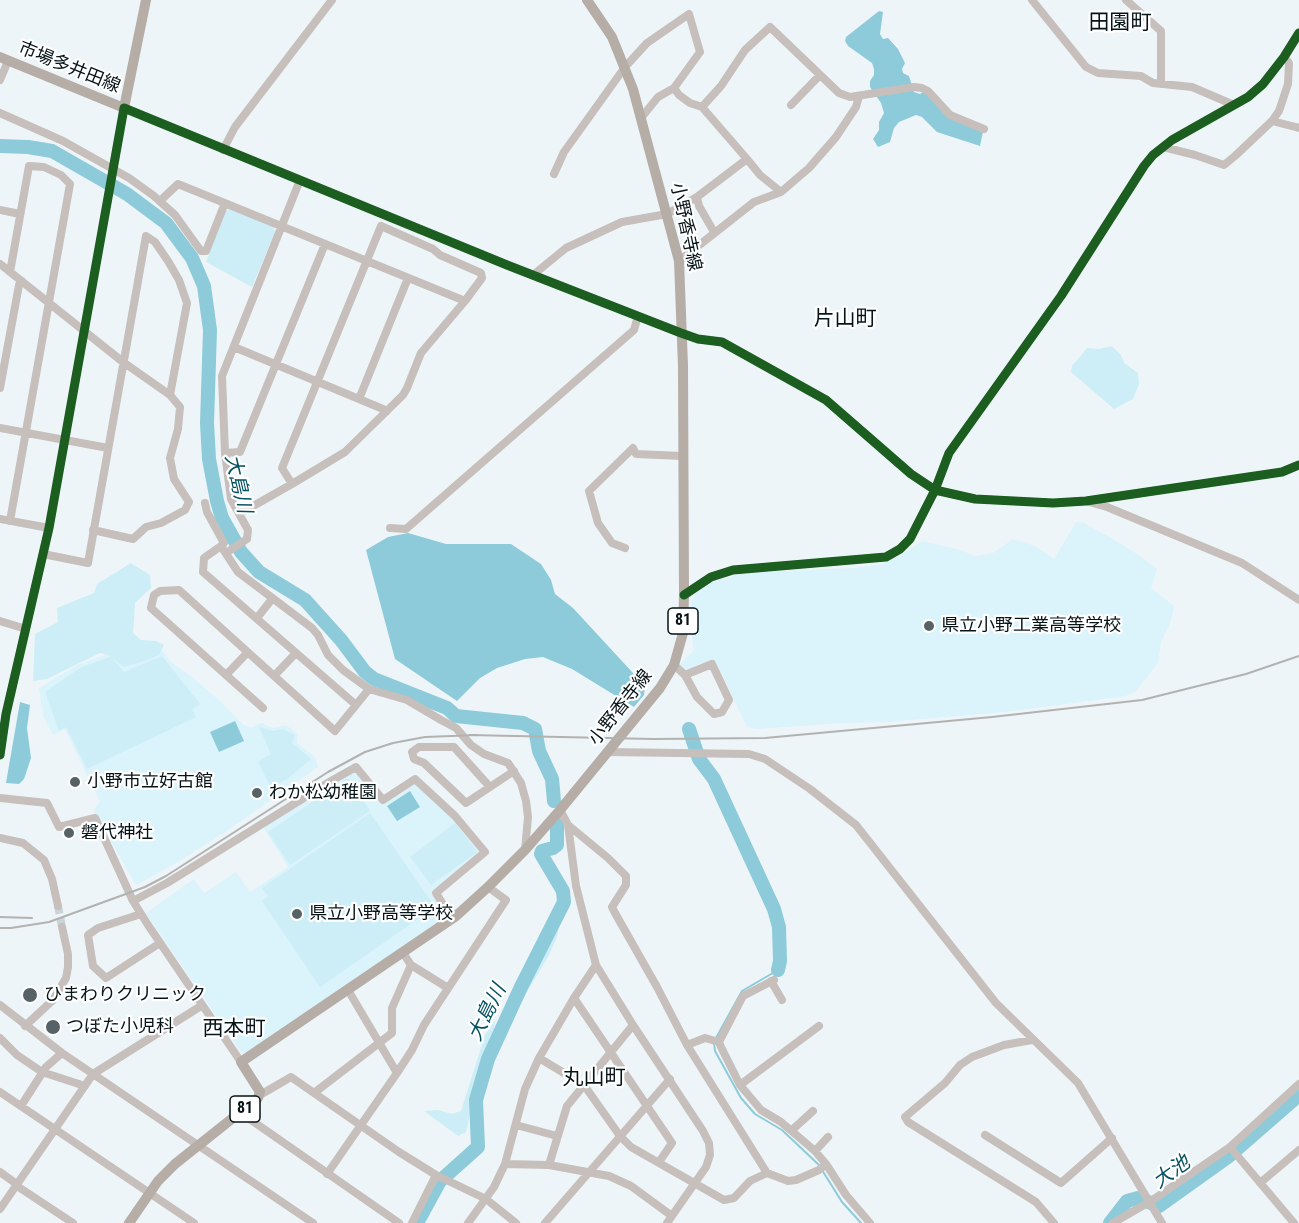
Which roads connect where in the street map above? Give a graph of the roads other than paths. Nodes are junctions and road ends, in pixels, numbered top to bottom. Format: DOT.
graph roads {
  1 [pos="146,0"];
  2 [pos="332,0"];
  3 [pos="587,0"];
  4 [pos="1032,0"];
  5 [pos="1126,0"];
  6 [pos="1299,33"];
  7 [pos="1284,57"];
  8 [pos="4,59"];
  9 [pos="625,67"];
  10 [pos="820,75"];
  11 [pos="0,80"];
  12 [pos="1161,84"];
  13 [pos="674,88"];
  14 [pos="863,95"];
  15 [pos="791,105"];
  16 [pos="1234,105"];
  17 [pos="702,107"];
  18 [pos="124,108"];
  19 [pos="0,113"];
  20 [pos="641,118"];
  21 [pos="1272,121"];
  22 [pos="1299,128"];
  23 [pos="984,129"];
  24 [pos="1163,147"];
  25 [pos="224,150"];
  26 [pos="747,159"];
  27 [pos="113,171"];
  28 [pos="554,174"];
  29 [pos="300,180"];
  30 [pos="781,192"];
  31 [pos="697,197"];
  32 [pos="160,201"];
  33 [pos="225,203"];
  34 [pos="0,210"];
  35 [pos="20,214"];
  36 [pos="667,214"];
  37 [pos="282,226"];
  38 [pos="714,232"];
  39 [pos="325,244"];
  40 [pos="366,261"];
  41 [pos="679,261"];
  42 [pos="0,264"];
  43 [pos="10,272"];
  44 [pos="533,275"];
  45 [pos="408,278"];
  46 [pos="22,281"];
  47 [pos="465,301"];
  48 [pos="49,303"];
  49 [pos="638,316"];
  50 [pos="84,330"];
  51 [pos="681,333"];
  52 [pos="234,347"];
  53 [pos="123,362"];
  54 [pos="276,364"];
  55 [pos="317,382"];
  56 [pos="0,388"];
  57 [pos="170,395"];
  58 [pos="359,399"];
  59 [pos="386,412"];
  60 [pos="0,428"];
  61 [pos="26,432"];
  62 [pos="65,439"];
  63 [pos="108,448"];
  64 [pos="225,453"];
  65 [pos="682,456"];
  66 [pos="1299,465"];
  67 [pos="292,484"];
  68 [pos="935,490"];
  69 [pos="1086,501"];
  70 [pos="205,503"];
  71 [pos="239,514"];
  72 [pos="0,519"];
  73 [pos="10,521"];
  74 [pos="49,528"];
  75 [pos="390,528"];
  76 [pos="93,530"];
  77 [pos="625,548"];
  78 [pos="224,549"];
  79 [pos="44,554"];
  80 [pos="684,595"];
  81 [pos="273,599"];
  82 [pos="1299,600"];
  83 [pos="257,618"];
  84 [pos="0,621"];
  85 [pos="26,629"];
  86 [pos="247,653"];
  87 [pos="295,654"];
  88 [pos="674,665"];
  89 [pos="226,675"];
  90 [pos="685,675"];
  91 [pos="274,676"];
  92 [pos="369,689"];
  93 [pos="356,705"];
  94 [pos="262,708"];
  95 [pos="608,752"];
  96 [pos="0,755"];
  97 [pos="514,771"];
  98 [pos="489,786"];
  99 [pos="0,798"];
  100 [pos="560,810"];
  101 [pos="568,825"];
  102 [pos="0,838"];
  103 [pos="525,850"];
  104 [pos="488,887"];
  105 [pos="133,901"];
  106 [pos="58,906"];
  107 [pos="141,914"];
  108 [pos="456,916"];
  109 [pos="62,927"];
  110 [pos="160,943"];
  111 [pos="403,953"];
  112 [pos="411,965"];
  113 [pos="596,965"];
  114 [pos="448,988"];
  115 [pos="348,990"];
  116 [pos="574,998"];
  117 [pos="782,1000"];
  118 [pos="0,1005"];
  119 [pos="201,1006"];
  120 [pos="633,1025"];
  121 [pos="26,1026"];
  122 [pos="819,1026"];
  123 [pos="0,1038"];
  124 [pos="1032,1040"];
  125 [pos="716,1041"];
  126 [pos="378,1042"];
  127 [pos="687,1045"];
  128 [pos="611,1051"];
  129 [pos="62,1053"];
  130 [pos="539,1058"];
  131 [pos="241,1062"];
  132 [pos="42,1072"];
  133 [pos="396,1073"];
  134 [pos="93,1074"];
  135 [pos="670,1079"];
  136 [pos="1299,1084"];
  137 [pos="584,1085"];
  138 [pos="740,1085"];
  139 [pos="85,1086"];
  140 [pos="0,1092"];
  141 [pos="314,1093"];
  142 [pos="260,1095"];
  143 [pos="648,1105"];
  144 [pos="21,1106"];
  145 [pos="813,1110"];
  146 [pos="241,1113"];
  147 [pos="516,1125"];
  148 [pos="361,1126"];
  149 [pos="55,1130"];
  150 [pos="792,1130"];
  151 [pos="985,1135"];
  152 [pos="557,1136"];
  153 [pos="620,1136"];
  154 [pos="828,1137"];
  155 [pos="1112,1138"];
  156 [pos="199,1145"];
  157 [pos="1230,1147"];
  158 [pos="1299,1150"];
  159 [pos="815,1151"];
  160 [pos="659,1162"];
  161 [pos="505,1164"];
  162 [pos="549,1166"];
  163 [pos="823,1167"];
  164 [pos="0,1172"];
  165 [pos="590,1173"];
  166 [pos="767,1173"];
  167 [pos="327,1174"];
  168 [pos="436,1175"];
  169 [pos="1260,1182"];
  170 [pos="696,1184"];
  171 [pos="17,1185"];
  172 [pos="150,1193"];
  173 [pos="486,1199"];
  174 [pos="1151,1201"];
  175 [pos="0,1209"];
  176 [pos="301,1219"];
  177 [pos="1295,1219"];
  178 [pos="669,1220"];
  179 [pos="70,1222"];
  180 [pos="129,1223"];
  181 [pos="194,1223"];
  182 [pos="313,1223"];
  183 [pos="399,1223"];
  184 [pos="412,1223"];
  185 [pos="468,1223"];
  186 [pos="516,1223"];
  187 [pos="545,1223"];
  188 [pos="870,1223"];
  189 [pos="1054,1223"];
  190 [pos="1113,1223"];
  191 [pos="1162,1223"];
  1 -- 18 [label="main road, 市場多井田線"];
  2 -- 25 [label="street"];
  3 -- 9 [label="main road, 小野香寺線 / 81"];
  4 -- 12 [label="street"];
  5 -- 12 [label="street"];
  6 -- 7 [label="street"];
  7 -- 16 [label="street"];
  7 -- 21 [label="street"];
  8 -- 11 [label="street"];
  8 -- 18 [label="main road, 市場多井田線"];
  9 -- 13 [label="street"];
  9 -- 20 [label="main road, 小野香寺線 / 81"];
  9 -- 28 [label="street"];
  10 -- 14 [label="street"];
  10 -- 15 [label="street"];
  10 -- 17 [label="street"];
  12 -- 16 [label="street"];
  13 -- 17 [label="street"];
  13 -- 20 [label="street"];
  14 -- 23 [label="street"];
  14 -- 30 [label="street"];
  16 -- 24 [label="street"];
  17 -- 26 [label="street"];
  18 -- 25 [label="street"];
  18 -- 27 [label="street"];
  19 -- 27 [label="street"];
  20 -- 36 [label="main road, 小野香寺線 / 81"];
  21 -- 22 [label="street"];
  21 -- 24 [label="street"];
  24 -- 68 [label="street"];
  25 -- 29 [label="street"];
  26 -- 30 [label="street"];
  26 -- 31 [label="street"];
  27 -- 32 [label="street"];
  27 -- 50 [label="street"];
  29 -- 37 [label="street"];
  29 -- 44 [label="street"];
  30 -- 38 [label="street"];
  31 -- 36 [label="street"];
  31 -- 38 [label="street"];
  32 -- 33 [label="street"];
  32 -- 33 [label="street"];
  33 -- 37 [label="street"];
  34 -- 35 [label="street"];
  35 -- 43 [label="street"];
  35 -- 48 [label="street"];
  36 -- 41 [label="main road, 小野香寺線 / 81"];
  36 -- 44 [label="street"];
  37 -- 39 [label="street"];
  37 -- 52 [label="street"];
  38 -- 41 [label="street"];
  39 -- 40 [label="street"];
  39 -- 54 [label="street"];
  40 -- 45 [label="street"];
  40 -- 47 [label="street"];
  40 -- 55 [label="street"];
  41 -- 51 [label="main road, 小野香寺線 / 81"];
  42 -- 43 [label="street"];
  43 -- 46 [label="street"];
  44 -- 49 [label="street"];
  45 -- 47 [label="street"];
  45 -- 58 [label="street"];
  46 -- 48 [label="street"];
  46 -- 56 [label="street"];
  47 -- 59 [label="street"];
  48 -- 50 [label="street"];
  48 -- 61 [label="street"];
  49 -- 51 [label="street"];
  49 -- 75 [label="street"];
  50 -- 53 [label="street"];
  50 -- 62 [label="street"];
  51 -- 65 [label="main road, 小野香寺線 / 81"];
  51 -- 68 [label="street"];
  52 -- 54 [label="street"];
  52 -- 64 [label="street"];
  53 -- 57 [label="street"];
  53 -- 57 [label="street"];
  53 -- 63 [label="street"];
  54 -- 55 [label="street"];
  54 -- 64 [label="street"];
  55 -- 58 [label="street"];
  55 -- 67 [label="street"];
  57 -- 76 [label="street"];
  58 -- 59 [label="street"];
  59 -- 67 [label="street"];
  60 -- 61 [label="street"];
  61 -- 62 [label="street"];
  61 -- 73 [label="street"];
  62 -- 63 [label="street"];
  62 -- 74 [label="street"];
  63 -- 76 [label="street"];
  64 -- 71 [label="street"];
  65 -- 77 [label="street"];
  65 -- 80 [label="main road, 小野香寺線 / 81"];
  66 -- 69 [label="street"];
  67 -- 71 [label="street"];
  68 -- 69 [label="street"];
  68 -- 80 [label="street"];
  69 -- 82 [label="street"];
  70 -- 78 [label="street"];
  71 -- 78 [label="street"];
  72 -- 73 [label="street"];
  73 -- 74 [label="street"];
  74 -- 79 [label="street"];
  76 -- 79 [label="street"];
  78 -- 81 [label="street"];
  78 -- 83 [label="street"];
  79 -- 85 [label="street"];
  80 -- 88 [label="main road, 小野香寺線 / 81"];
  81 -- 83 [label="street"];
  81 -- 92 [label="street"];
  83 -- 87 [label="street"];
  84 -- 85 [label="street"];
  85 -- 96 [label="street"];
  86 -- 89 [label="street"];
  86 -- 89 [label="street"];
  86 -- 91 [label="street"];
  87 -- 91 [label="street"];
  87 -- 93 [label="street"];
  88 -- 90 [label="street"];
  88 -- 95 [label="main road, 小野香寺線 / 81"];
  89 -- 94 [label="street"];
  90 -- 90 [label="street"];
  91 -- 93 [label="street"];
  92 -- 93 [label="street"];
  92 -- 97 [label="street"];
  95 -- 100 [label="main road, 小野香寺線 / 81"];
  95 -- 124 [label="street"];
  97 -- 98 [label="street"];
  97 -- 103 [label="street"];
  98 -- 98 [label="street"];
  99 -- 105 [label="street"];
  100 -- 101 [label="street"];
  100 -- 103 [label="main road, 小野香寺線 / 81"];
  101 -- 113 [label="street"];
  101 -- 127 [label="street"];
  102 -- 106 [label="street"];
  103 -- 104 [label="main road, 小野香寺線 / 81"];
  104 -- 108 [label="main road, 小野香寺線 / 81"];
  104 -- 114 [label="street"];
  105 -- 107 [label="street"];
  105 -- 108 [label="street"];
  107 -- 110 [label="street"];
  107 -- 110 [label="street"];
  108 -- 111 [label="main road, 小野香寺線 / 81"];
  109 -- 121 [label="street"];
  110 -- 119 [label="street"];
  111 -- 112 [label="street"];
  111 -- 115 [label="main road, 小野香寺線 / 81"];
  112 -- 114 [label="street"];
  112 -- 126 [label="street"];
  113 -- 116 [label="street"];
  113 -- 120 [label="street"];
  114 -- 133 [label="street"];
  115 -- 126 [label="street"];
  115 -- 131 [label="main road, 小野香寺線 / 81"];
  116 -- 128 [label="street"];
  116 -- 130 [label="street"];
  117 -- 125 [label="street"];
  118 -- 121 [label="street"];
  119 -- 131 [label="street"];
  119 -- 134 [label="street"];
  120 -- 128 [label="street"];
  120 -- 135 [label="street"];
  121 -- 129 [label="street"];
  122 -- 138 [label="street"];
  123 -- 132 [label="street"];
  124 -- 155 [label="street"];
  124 -- 189 [label="street"];
  125 -- 127 [label="street"];
  125 -- 138 [label="street"];
  126 -- 133 [label="street"];
  126 -- 141 [label="street"];
  127 -- 166 [label="street"];
  128 -- 137 [label="street"];
  128 -- 143 [label="street"];
  129 -- 132 [label="street"];
  129 -- 134 [label="street"];
  130 -- 137 [label="street"];
  130 -- 147 [label="street"];
  131 -- 142 [label="main road, 81"];
  132 -- 139 [label="street"];
  132 -- 144 [label="street"];
  133 -- 148 [label="street"];
  134 -- 139 [label="street"];
  134 -- 156 [label="street"];
  135 -- 143 [label="street"];
  135 -- 170 [label="street"];
  136 -- 157 [label="street"];
  137 -- 152 [label="street"];
  137 -- 153 [label="street"];
  138 -- 150 [label="street"];
  139 -- 149 [label="street"];
  140 -- 144 [label="street"];
  141 -- 142 [label="street"];
  141 -- 148 [label="street"];
  142 -- 146 [label="main road, 81"];
  143 -- 153 [label="street"];
  143 -- 160 [label="street"];
  144 -- 149 [label="street"];
  145 -- 150 [label="street"];
  146 -- 156 [label="main road, 81"];
  146 -- 167 [label="street"];
  147 -- 152 [label="street"];
  147 -- 161 [label="street"];
  148 -- 167 [label="street"];
  148 -- 168 [label="street"];
  149 -- 171 [label="street"];
  149 -- 172 [label="street"];
  150 -- 159 [label="street"];
  151 -- 155 [label="street"];
  152 -- 162 [label="street"];
  153 -- 160 [label="street"];
  153 -- 165 [label="street"];
  154 -- 159 [label="street"];
  155 -- 174 [label="street"];
  156 -- 172 [label="main road, 81"];
  156 -- 176 [label="street"];
  157 -- 169 [label="street"];
  157 -- 174 [label="street"];
  158 -- 169 [label="street"];
  159 -- 163 [label="street"];
  160 -- 170 [label="street"];
  161 -- 162 [label="street"];
  161 -- 173 [label="street"];
  162 -- 165 [label="street"];
  163 -- 166 [label="street"];
  163 -- 188 [label="street"];
  164 -- 171 [label="street"];
  165 -- 178 [label="street"];
  165 -- 187 [label="street"];
  166 -- 170 [label="street"];
  167 -- 183 [label="street"];
  168 -- 173 [label="street"];
  168 -- 184 [label="street"];
  169 -- 177 [label="street"];
  170 -- 178 [label="street"];
  171 -- 175 [label="street"];
  171 -- 179 [label="street"];
  172 -- 180 [label="main road, 81"];
  172 -- 181 [label="street"];
  173 -- 185 [label="street"];
  173 -- 186 [label="street"];
  174 -- 190 [label="street"];
  174 -- 191 [label="street"];
  176 -- 182 [label="street"];
}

> [YOUR GOAL]: Write down every line of the data above that includes the string "市場多井田線".

> [RESPONSE TO THE EXERCISE]:
  1 -- 18 [label="main road, 市場多井田線"];
  8 -- 18 [label="main road, 市場多井田線"];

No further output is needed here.